The word wu (武; wǔ) means "martial". Its Chinese character is made of two parts; the first meaning "walk" or "stop" (止; zhǐ) and the second meaning "lance" (戈; gē). This implies that "wu 武" is a defensive use of combat. The term "wushu 武術" meaning "martial arts" goes back as far as the Liang dynasty (502–557) in an anthology compiled by Xiao Tong (d. 531), called Selected Literature (文選; Wénxuǎn). The term is found in the second verse of a poem by Yan Yanzhi titled: 皇太子釋奠會作詩 "Huang Taizi Shidian Hui Zuoshi".

The great man grows the many myriad things ...
Breaking away from the military arts,
He promotes fully the cultural mandates.

— Translated from Echoes of the Past by Yan Yanzhi (384–456)

The term wushu is also found in a poem by Cheng Shao (1626–1644) from the Ming dynasty.

The earliest term for 'martial arts' can be found in the Han History (206 BC – 23 AD) was "military fighting techniques" (兵技巧; bīng jìqiǎo). During the Song period (c.960) the name changed to "martial arts" (武藝; wǔyì). In 1928 the name was changed to "national arts" (國術; guóshù) when the National Martial Arts Academy was established in Nanjing. The term reverted to wǔshù under the People's Republic of China during the early 1950s.
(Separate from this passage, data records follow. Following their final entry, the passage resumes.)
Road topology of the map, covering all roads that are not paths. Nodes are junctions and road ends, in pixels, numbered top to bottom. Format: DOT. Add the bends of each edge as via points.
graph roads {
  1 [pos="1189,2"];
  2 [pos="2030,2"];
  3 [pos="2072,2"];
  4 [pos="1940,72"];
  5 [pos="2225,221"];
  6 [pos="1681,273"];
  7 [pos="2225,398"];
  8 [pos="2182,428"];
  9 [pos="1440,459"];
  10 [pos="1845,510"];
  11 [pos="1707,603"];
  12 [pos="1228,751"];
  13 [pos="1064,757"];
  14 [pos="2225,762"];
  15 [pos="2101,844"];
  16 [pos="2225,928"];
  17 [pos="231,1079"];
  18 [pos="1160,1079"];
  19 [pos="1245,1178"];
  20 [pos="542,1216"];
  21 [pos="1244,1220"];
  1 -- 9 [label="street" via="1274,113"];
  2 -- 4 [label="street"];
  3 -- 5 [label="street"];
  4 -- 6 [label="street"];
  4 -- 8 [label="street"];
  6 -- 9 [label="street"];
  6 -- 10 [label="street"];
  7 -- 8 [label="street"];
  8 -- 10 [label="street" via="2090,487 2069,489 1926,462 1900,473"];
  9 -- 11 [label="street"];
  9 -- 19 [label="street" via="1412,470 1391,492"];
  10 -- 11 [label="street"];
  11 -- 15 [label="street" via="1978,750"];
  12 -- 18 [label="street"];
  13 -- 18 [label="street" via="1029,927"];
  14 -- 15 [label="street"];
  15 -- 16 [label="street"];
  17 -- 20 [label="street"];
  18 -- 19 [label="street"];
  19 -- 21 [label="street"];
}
As forms have grown in complexity and quantity over the years, and many forms alone could be practiced for a lifetime, modern styles of Chinese martial arts have developed that concentrate solely on forms, and do not practice application at all. These styles are primarily aimed at exhibition and competition, and often include more acrobatic jumps and movements added for enhanced visual effect compared to the traditional styles. Those who generally prefer to practice traditional styles, focused less on exhibition, are often referred to as traditionalists. Some traditionalists consider the competition forms of today's Chinese martial arts as too commercialized and losing much of their original values.

==Martial morality==
Traditional Chinese schools of martial arts, such as the famed Shaolin monks, often dealt with the study of martial arts not just as a means of self-defense or mental training, but as a system of ethics. Wude (武 德) can be translated as "martial morality" and is constructed from the words wu (武), which means martial, and de (德), which means morality. Wude deals with two aspects; "Virtue of deed" and "Virtue of mind". Virtue of deed concerns social relations; morality of mind is meant to cultivate the inner harmony between the emotional mind (心; Xin) and the wisdom mind (慧; Hui). The ultimate goal is reaching "no extremity" (無 極; Wuji) – closely related to the Taoist concept of wu wei – where both wisdom and emotions are in harmony with each other.

Virtues:

Deed
| Concept | Name | Traditional Chinese | Simplified Chinese | Pinyin romanization | Yale Cantonese Romanization |
|---|---|---|---|---|---|
| Humility | Qian | 謙 | 谦 | qiān | hīm |
| Virtue | Cheng | 誠 | 诚 | chéng | sìhng |
| Respect | Li | 禮 | 礼 | lǐ | láih |
| Morality | Yi | 義 | 义 | yì | yih |
| Trust | Xin | 信 |  | xìn | seun |

Mind
| Concept | Name | Chinese | Pinyin romanization | Yale Cantonese Romanization |
|---|---|---|---|---|
| Courage | Yong | 勇 | yǒng | yúhng |
| Patience | Ren | 忍 | rěn | yán |
| Endurance | Heng | 恆 | héng | hàhng |
| Perseverance | Yi | 毅 | yì | ngaih |
| Will | Zhi | 志 | zhì | ji |

==Controversies==
There are a number of intrigues and unsettled disputes within the world of Traditional Chinese Martial Arts. Nevertheless, not all schools and practitioners are political. That is, as involvement in martial arts politics typically counteracts the principles of Martial Morality, which were detailed earlier. Some of the common topics for such conflicts involve the following:

- Lineage: Who belongs or does not belong to a given lineage? Who is entitled to the claim over being a "lineage inheritor"?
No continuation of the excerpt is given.